Friday, May 13, 2011

Well HELLO again!

Blogger's down, so I have to post this later, but I am writing it now cause I'm thinking about it.

One of the things I do is teach language.  English in particular.  One of the other things I do here is (try to) learn language, specifically Catalan and Spanish.

This leads me to thinking a lot about language and grammar.  Syntax and structure.  

It leads all of us to this.  Not many people can talk clearly to their grade school kids about infinitives and imperatives, phrasal verbs and subjunctives, but we are all buried in this and we talk about it.  A lot.  My kids love spelling bees and we will sit around with a Webster's after dinner sometimes and spell.  Surprisingly fun, that is.

The thing is though, sometimes I find a student, or students, that simply cannot get some aspects of language, usually, flow and form, prepositions and word order, or odd word choices.  They are spending too much time translating in their heads and WAY too much time with a thesaurus.

I believe, I truly believe, there is a limit to what any individual can learn of a language from rules.  From studying the grammar.  

Most of language has to be learned by ear and by eye, by listening to it and reading it until the rhythms and the patterns of the language become natural to them, till they sound right.  

There is some mighty powerful neurological language crunchers in our heads that figure things out that grammar rules simply try to explain.  That is what is important, if the grammar is ahead of the language, you have the cart before the horse.  

Grammar should assist in understanding parts of language that we find confusing rather than driving the investigation of language.

Am I losing you?  Probably, I've thought about this too long, and it is too late for clarity.

I guess my bottom line is that reading and listening to a language are immensely powerful tools in learning a language as it harnesses vast regions of our minds outside of our frontal cortex, outside of our conscious reasoning....and lets us get a handle on so very much more of what is going on.  Lets us learn, like kids learn.

But slower.

7 comments:

Anonymous said...

I'd say "never stop being a kid" :).

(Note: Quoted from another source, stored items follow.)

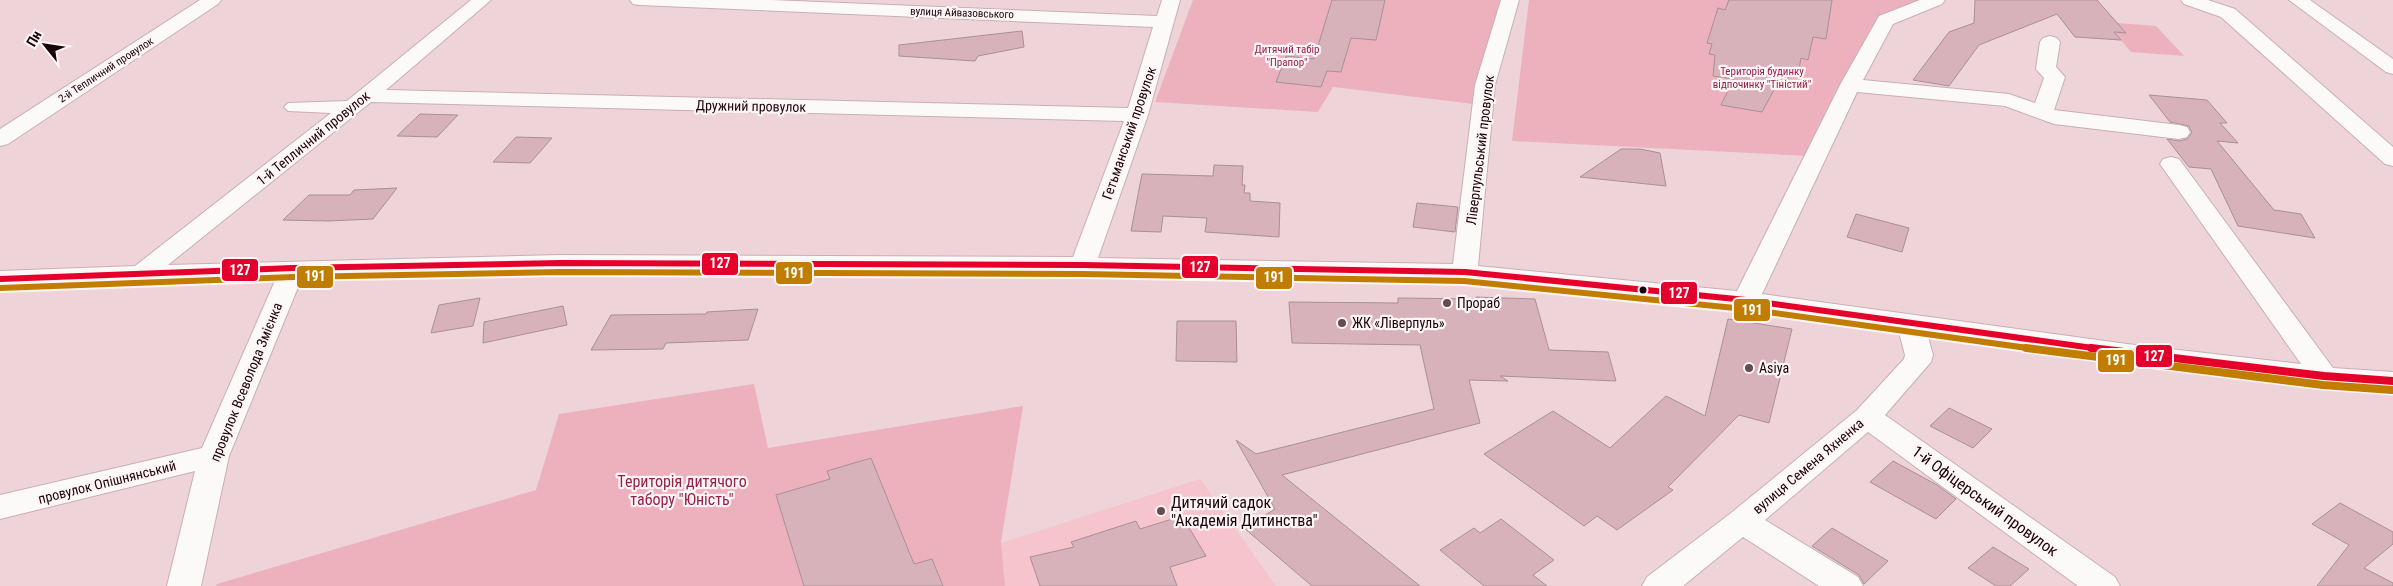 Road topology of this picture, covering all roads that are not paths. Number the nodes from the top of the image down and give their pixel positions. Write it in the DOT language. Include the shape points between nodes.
graph roads {
  1 [pos="212,0"];
  2 [pos="482,0"];
  3 [pos="639,0"];
  4 [pos="1170,0"];
  5 [pos="1510,0"];
  6 [pos="1936,0"];
  7 [pos="2190,0"];
  8 [pos="2298,0"];
  9 [pos="1165,22"];
  10 [pos="2050,42"];
  11 [pos="2393,68"];
  12 [pos="1850,85"];
  13 [pos="359,102"];
  14 [pos="296,107"];
  15 [pos="2042,113"];
  16 [pos="1137,115"];
  17 [pos="2179,132"];
  18 [pos="0,139"];
  19 [pos="2393,159"];
  20 [pos="2171,164"];
  21 [pos="1083,265"];
  22 [pos="293,268"];
  23 [pos="1465,272"];
  24 [pos="142,273"];
  25 [pos="0,279"];
  26 [pos="1746,300"];
  27 [pos="1910,323"];
  28 [pos="2324,376"];
  29 [pos="2393,380"];
  30 [pos="1867,417"];
  31 [pos="214,456"];
  32 [pos="0,507"];
  33 [pos="1742,521"];
  34 [pos="184,586"];
  35 [pos="1658,586"];
  36 [pos="1846,586"];
  37 [pos="2103,586"];
  1 -- 18 [label="street, 2-й Тепличний провулок"];
  2 -- 13 [label="street, 1-й Тепличний провулок"];
  3 -- 9 [label="street, вулиця Айвазовського"];
  4 -- 9 [label="street, Гетьманський провулок"];
  5 -- 23 [label="street, Ліверпульський провулок" via="1485,85"];
  6 -- 12 [label="street" via="1886,20"];
  7 -- 19 [label="street" via="2228,13"];
  8 -- 11 [label="street"];
  9 -- 16 [label="street, Гетьманський провулок"];
  10 -- 15 [label="street" via="2046,69 2055,77"];
  12 -- 15 [label="street" via="2008,100"];
  12 -- 26 [label="street"];
  13 -- 14 [label="street, Дружний провулок"];
  13 -- 16 [label="street, Дружний провулок"];
  13 -- 24 [label="street, 1-й Тепличний провулок"];
  15 -- 17 [label="street" via="2054,118"];
  16 -- 21 [label="street, Гетьманський провулок"];
  20 -- 28 [label="street"];
  21 -- 22 [label="street" via="561,262"];
  21 -- 23 [label="street"];
  22 -- 24 [label="street"];
  22 -- 31 [label="street, провулок Всеволода Змієнка"];
  23 -- 26 [label="street"];
  24 -- 25 [label="street"];
  26 -- 27 [label="street"];
  27 -- 28 [label="street"];
  27 -- 30 [label="street, вулиця Семена Яхненка" via="1919,355 1917,362"];
  28 -- 29 [label="street"];
  30 -- 33 [label="street, вулиця Семена Яхненка"];
  30 -- 37 [label="street, 1-й Офіцерський провулок"];
  31 -- 32 [label="street, провулок Опішнянський"];
  31 -- 34 [label="street, провулок Всеволода Змієнка"];
  33 -- 35 [label="street, вулиця Семена Яхненка"];
  33 -- 36 [label="street"];
} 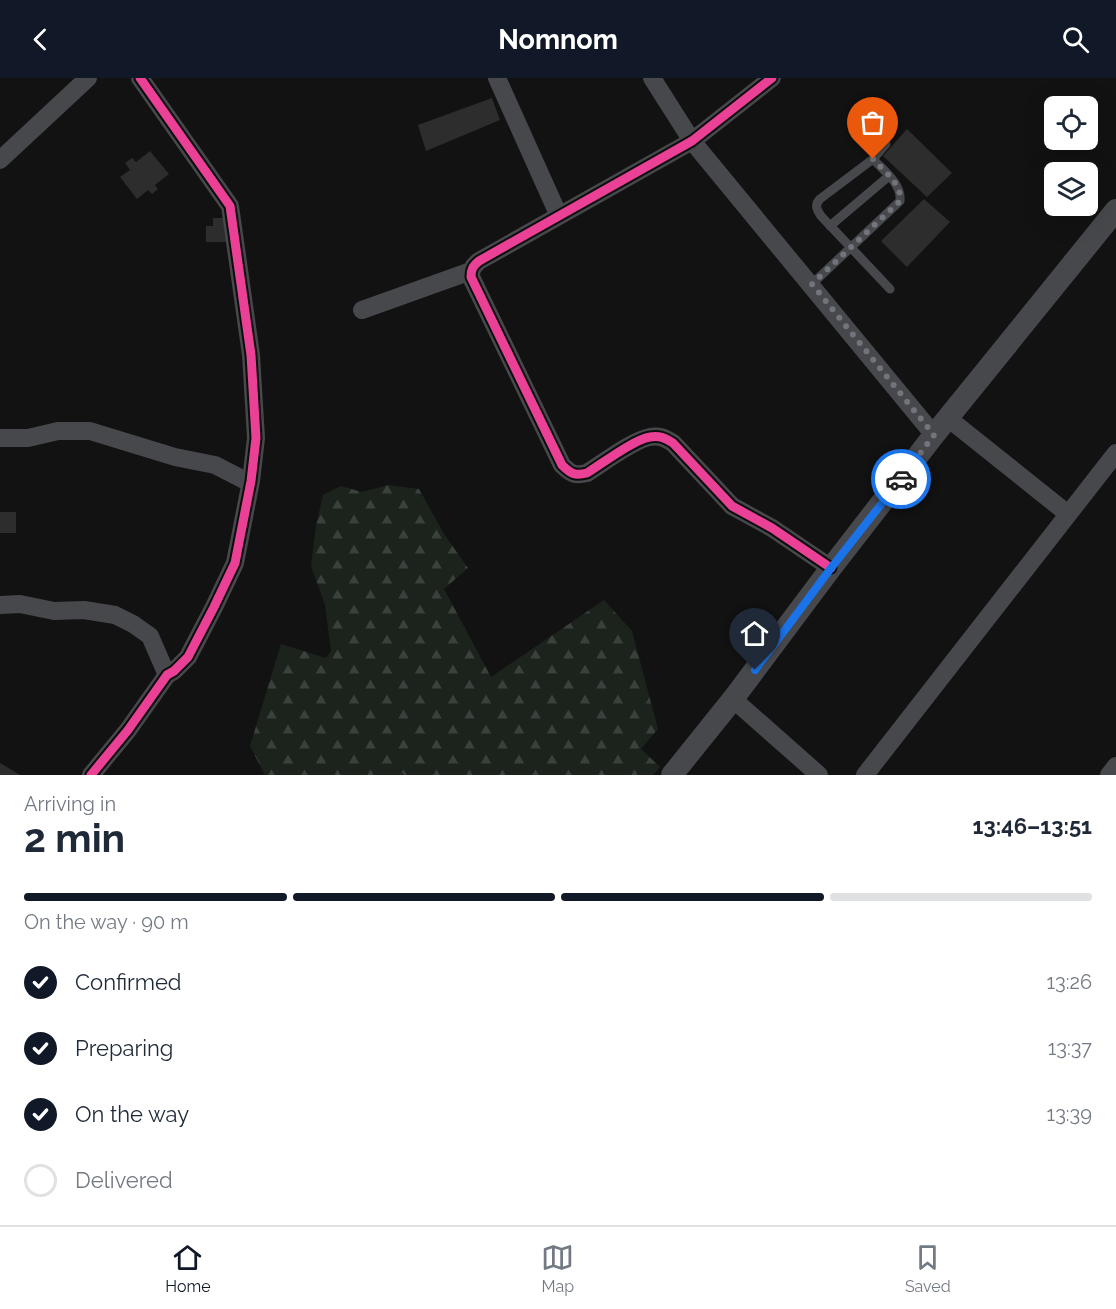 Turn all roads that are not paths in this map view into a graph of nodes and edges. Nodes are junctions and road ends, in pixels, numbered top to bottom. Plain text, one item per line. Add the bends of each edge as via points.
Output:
1 (88, 78) edge
2 (140, 78) edge
3 (496, 78) edge
4 (652, 78) edge
5 (772, 78) edge
6 (692, 141) junction
7 (886, 144) dead end
8 (873, 159) junction
9 (0, 160) edge
10 (889, 176) junction
11 (1114, 215) edge
12 (559, 216) junction
13 (830, 226) junction
14 (850, 248) junction
15 (471, 271) junction
16 (812, 284) junction
17 (890, 289) dead end
18 (362, 310) dead end
19 (941, 427) junction
20 (0, 438) edge
21 (1116, 453) edge
22 (250, 483) junction
23 (1068, 514) junction
24 (831, 568) junction
25 (0, 604) edge
26 (167, 675) junction
27 (733, 699) junction
28 (1116, 766) edge
29 (91, 775) edge
30 (672, 775) edge
31 (819, 775) edge
32 (865, 775) edge
33 (1109, 775) edge

1 - 9 street
2 - 22 street via 230,206 252,367 256,438
3 - 12 street
4 - 6 street
5 - 6 street
6 - 12 street
6 - 16 street
7 - 8 lane
8 - 10 lane
8 - 13 lane via 817,203 816,209
10 - 13 lane
10 - 14 lane via 900,190 900,201
11 - 19 street
12 - 15 street via 479,261
13 - 14 lane
14 - 16 lane
14 - 17 lane
15 - 18 street
15 - 24 street via 562,465 570,473 587,474 636,442 663,437 732,506
16 - 19 street
19 - 23 street
19 - 24 street
20 - 22 street via 90,431 215,465
21 - 23 street
22 - 26 street via 234,563 188,657
23 - 32 street
24 - 27 street
25 - 26 street via 115,615 150,636
26 - 29 street
27 - 30 street
27 - 31 street
28 - 33 street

I also see people around me who are immersed on a daily basis in a foreign language, who are satisfied with what they know, and don't strive to improve. Which makes me either cringe or smile when I hear or read them... ;)

kate said...

Damn! I just wrote a long answer that got eaten by Blogger (bad, bad Blogger!) Anyway, I don't have time to reconstruct now, but the gist is: look into Stephen Krashen's theory of Second Language Acquisition-- I think it will resonate with your thinking on this.

Unknown said...

2 words...

Soap Operas.

language + everyday (more or less) context.

viola language aid for free!

XX nomad

The Bodhi Chicklet said...

Hmmm, yes well, you lost me at some point. I see the value of learning a language (I mean a second or third or more) at an early age. Depending on the language, the rules can be brutal - exceptions and knowing when to apply an odd tense. The best way is to be immersed, hear it, speak it even haltingly at first and then on paper. I am working with my own son learning french and his spoken is incredibly amazing but the written aspect (so many words sound the same but are spelled differently) takes work and explanation. But usually I only need to explain it a bare few number of times and he gets it. I also see the benefit of more languages introduced at an early age as it increases the vocabulary of the mother tongue but now I've digressed...

oreneta said...

ElP...indeed, never stop being a child, in some ways. I cringe when I hear myself speak...ah well.

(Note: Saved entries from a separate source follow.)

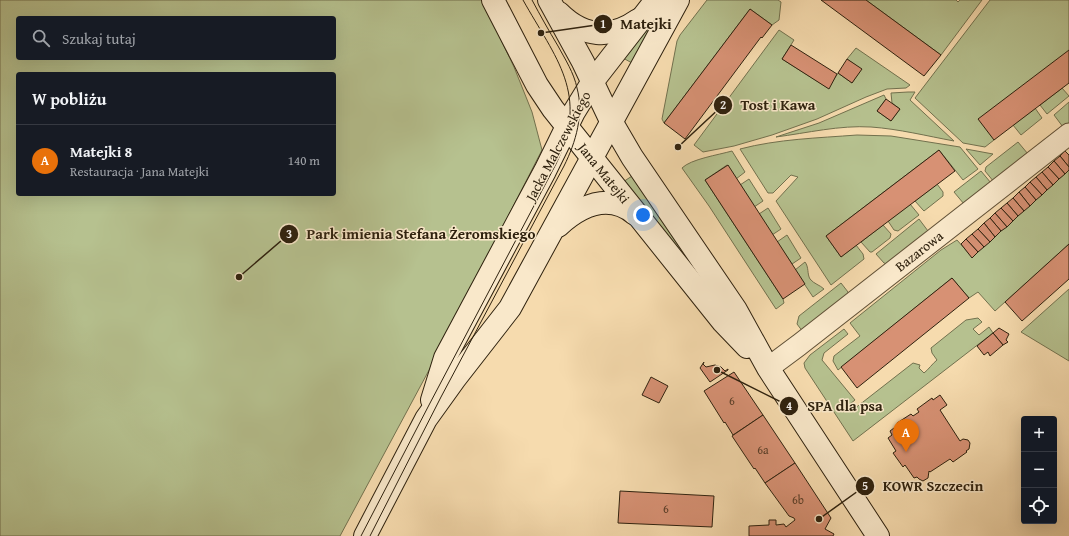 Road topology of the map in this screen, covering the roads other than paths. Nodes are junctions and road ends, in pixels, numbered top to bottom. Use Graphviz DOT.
graph roads {
  1 [pos="494,0"];
  2 [pos="678,0"];
  3 [pos="549,1"];
  4 [pos="651,6"];
  5 [pos="593,81"];
  6 [pos="611,121"];
  7 [pos="566,126"];
  8 [pos="1069,134"];
  9 [pos="592,157"];
  10 [pos="638,216"];
  11 [pos="549,236"];
  12 [pos="768,368"];
  13 [pos="426,419"];
  14 [pos="365,536"];
  15 [pos="878,536"];
  1 -- 7 [label="street, Jana Matejki"];
  2 -- 6 [label="street, Jacka Malczewskiego"];
  3 -- 4 [label="street, Jacka Malczewskiego"];
  3 -- 5 [label="street, Jana Matejki"];
  4 -- 5 [label="street, Jacka Malczewskiego"];
  5 -- 6 [label="street, Jana Matejki"];
  5 -- 7 [label="street, Jacka Malczewskiego"];
  6 -- 9 [label="street, Jacka Malczewskiego"];
  6 -- 12 [label="street, Jana Matejki"];
  7 -- 9 [label="street, Jana Matejki"];
  7 -- 13 [label="street, Jacka Malczewskiego"];
  8 -- 12 [label="street, Bazarowa"];
  9 -- 10 [label="street, Jana Matejki"];
  9 -- 11 [label="street, Jacka Malczewskiego"];
  10 -- 11 [label="street, Jacka Malczewskiego"];
  10 -- 12 [label="street, Jana Matejki"];
  11 -- 13 [label="street, Jacka Malczewskiego"];
  12 -- 15 [label="street, Jana Matejki"];
  13 -- 14 [label="street, Jacka Malczewskiego"];
}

Kate, off to look at that right now!

Nomad, a thought, but Spanish TV, and Catalan too, is truly and utterly appalling. Except for a couple of shows and they are on when I work. Sigh.

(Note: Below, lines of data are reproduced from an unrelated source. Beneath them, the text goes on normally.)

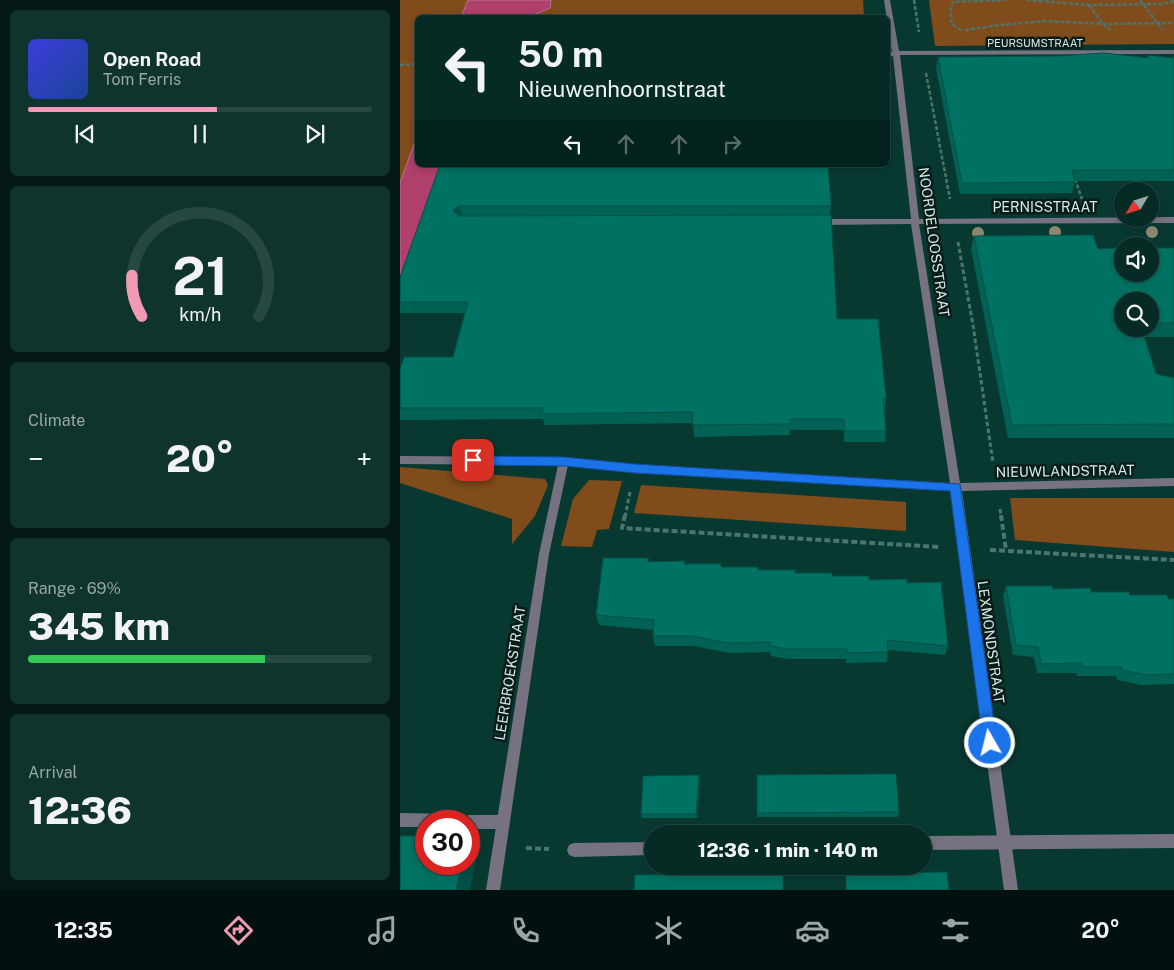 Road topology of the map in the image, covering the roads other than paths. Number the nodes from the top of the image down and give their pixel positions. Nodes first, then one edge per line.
1 (887, 0) edge
2 (888, 15) edge
3 (890, 32) edge
4 (1174, 52) edge
5 (892, 54) edge
6 (1174, 220) edge
7 (807, 222) edge
8 (916, 222) junction
9 (400, 460) edge
10 (564, 461) junction
11 (1174, 482) edge
12 (956, 487) junction
13 (400, 820) edge
14 (415, 820) edge
15 (480, 822) edge
16 (502, 822) junction
17 (1004, 841) junction
18 (1174, 841) edge
19 (932, 843) edge
20 (644, 849) edge
21 (574, 850) road end
22 (493, 890) edge
23 (1012, 890) edge

1 - 2 street, NOORDELOOSSTRAAT
3 - 5 street, NOORDELOOSSTRAAT
4 - 5 street, PEURSUMSTRAAT
5 - 8 street, NOORDELOOSSTRAAT
6 - 8 street, PERNISSTRAAT
7 - 8 street, PERNISSTRAAT
8 - 12 street, NOORDELOOSSTRAAT
9 - 10 street, NIEUWLANDSTRAAT
10 - 12 street, NIEUWLANDSTRAAT
10 - 16 street, LEERBROEKSTRAAT
11 - 12 street, NIEUWLANDSTRAAT
12 - 17 street, LEXMONDSTRAAT
13 - 14 street
15 - 16 street
16 - 22 street, LEERBROEKSTRAAT
17 - 18 street
17 - 19 street
17 - 23 street, LEXMONDSTRAAT
20 - 21 street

Bodhi, there is a delight for kids managing in other language, and I get a kick out of hearing my kids rattling along in other languages, a good thing I think.

J.G. said...

Speaking I don't notice as much, but working with students and writing highlights how much good writing is "feel" or "ear." The rules only take you so far, and then there is the leap to "getting it." Good reading helps create good writing, so I imagine good listening works for good speaking. Somehow!

oreneta said...

JG, you really see it with the writing, no? I am having the worst time reading Everything is Illuminated by Jonathan Franzen Foer (?)...too much of it is written in poor English that I have to read all the time and it's making me nuts.